---
schema: foundry-doc-v1
type: topic
content_type: topic
slug: worm-ledger-storage-architecture
short_description: "The storage architecture adopts C2SP tlog-tiles as its fundamental primitive, supporting dual-target deployment from Linux daemons to seL4 microkernels while ensuring structural immutability and long-term readability through plain-text transparency and atomic durability."
title: "WORM ledger storage architecture"
audience: vendor-public
bcsc_class: current-fact
language: en
paired_with: worm-ledger-storage-architecture.es.md
category: infrastructure
status: active
quality: complete
last_edited: 2026-05-25
editor: pointsav-engineering
---

The WORM ledger storage architecture describes how the [[worm-ledger-design|platform’s immutable ledger]] persists data to disk — and why the specific format and write discipline matter for long-term regulatory compliance. The storage layer adopts the C2SP tlog-tiles specification as its fundamental primitive per the [[worm-ledger-architecture|four-layer ledger architecture]], producing a tile-based, append-only store that remains verifiable and human-readable with standard Unix utilities for at least a century.

## 1. The tile-based storage engine

The platform adopts the **C2SP tlog-tiles** specification as its fundamental storage primitive. This format, used by Sigstore Rekor and Google’s Certificate Transparency, breaks a Merkle tree into static, append-only files (tiles).

* **Atomic Durability:** Finalized tiles are written using a write-then-rename discipline followed by a mandatory `fsync`. This ensures that partial writes never corrupt the ledger state.
* **Plain-Text Transparency:** Following the DARP principle, tiles are stored as newline-delimited base64 text. This ensures that the storage remains inspectable using standard Unix utilities (`cat`, `base64`, `sha256sum`).
* **MERKLE-Based Integrity:** Every entry is chained into a Merkle DAG, allowing for efficient inclusion proofs and consistency checks without re-reading the entire ledger.

## 2. Dual-target runtime envelopes

The architecture is designed to support two distinct operational environments using the same codebase:

### Envelope A: Hosted Daemon (Current)
Running as a standard Linux/BSD process, `service-fs` uses POSIX file I/O for storage. Per-tenant isolation is enforced through separate process address spaces and strict filesystem permissions.

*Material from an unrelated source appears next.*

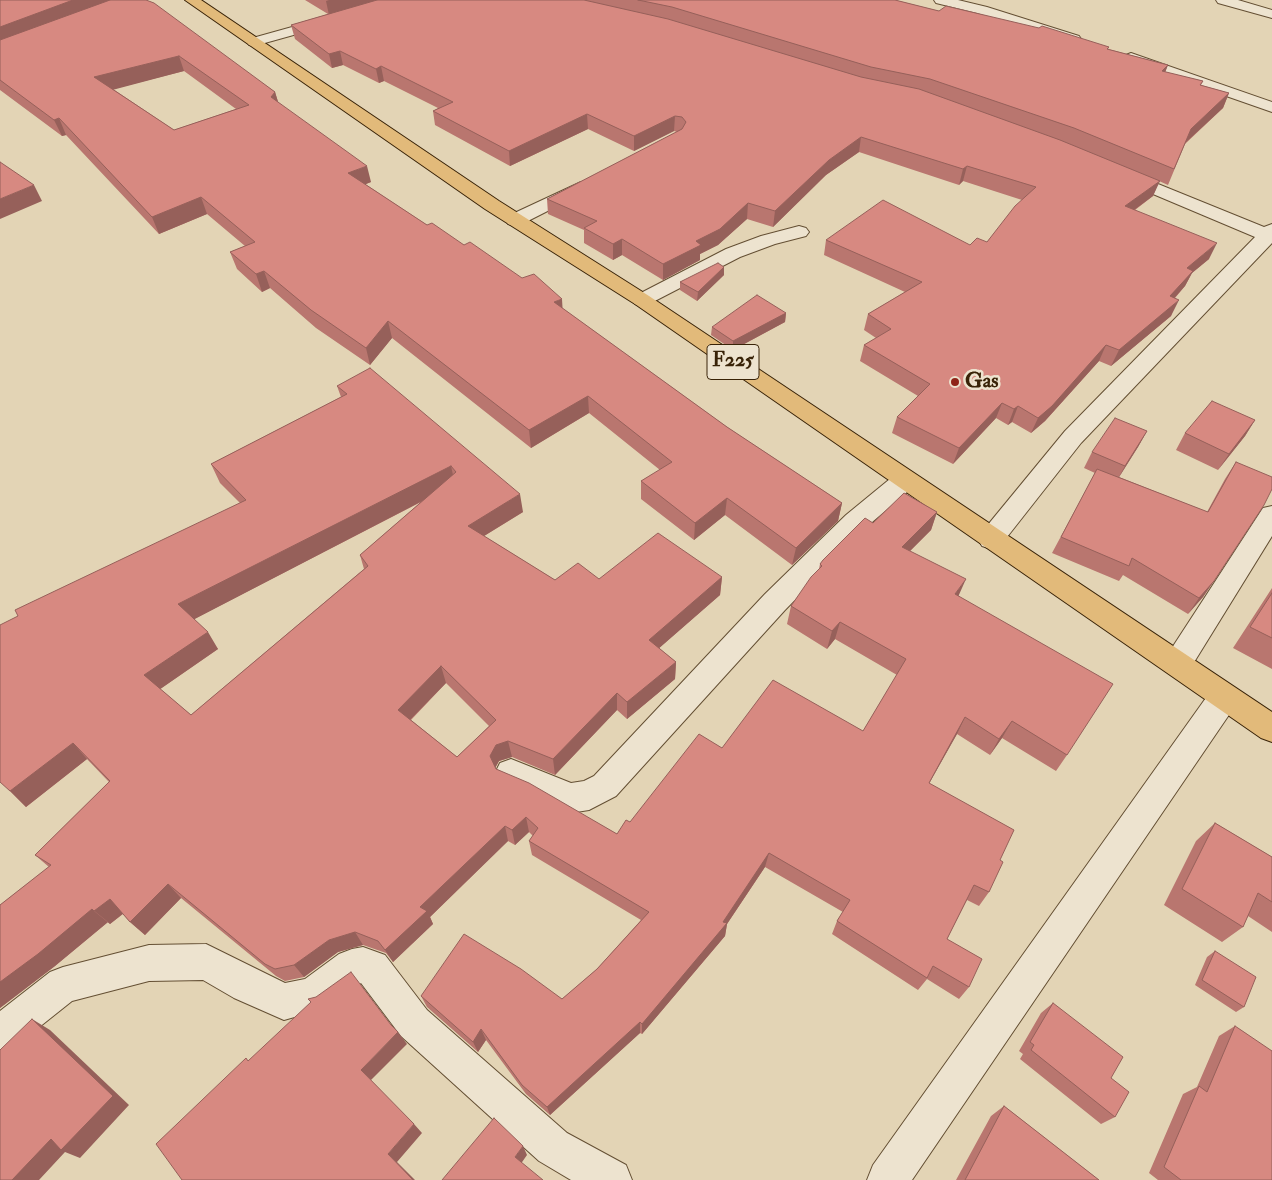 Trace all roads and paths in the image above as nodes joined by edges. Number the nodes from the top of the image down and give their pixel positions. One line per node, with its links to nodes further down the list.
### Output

### Envelope B: seL4 Unikernel (Intended)
The long-term trajectory involves deploying `service-fs` as an seL4 Microkit Protection Domain. In this envelope, storage is mediated by `moonshot-database` (PSDB), where access is governed by formally verified microkernel capabilities.

## 3. Cryptographic and compliance alignment

The storage engine is engineered to satisfy strict regulatory requirements:
* **SEC 17a-4(f):** Satisfies the "WORM path" by structurally denying modification at the storage layer.
* **eIDAS Qualified Preservation:** Ensures 100-year readability through open-standard plain-text encodings and algorithm-agile hash functions.
* **SOC 2 Processing Integrity:** Provides verifiable audit trails through a dedicated sub-ledger that records every read event.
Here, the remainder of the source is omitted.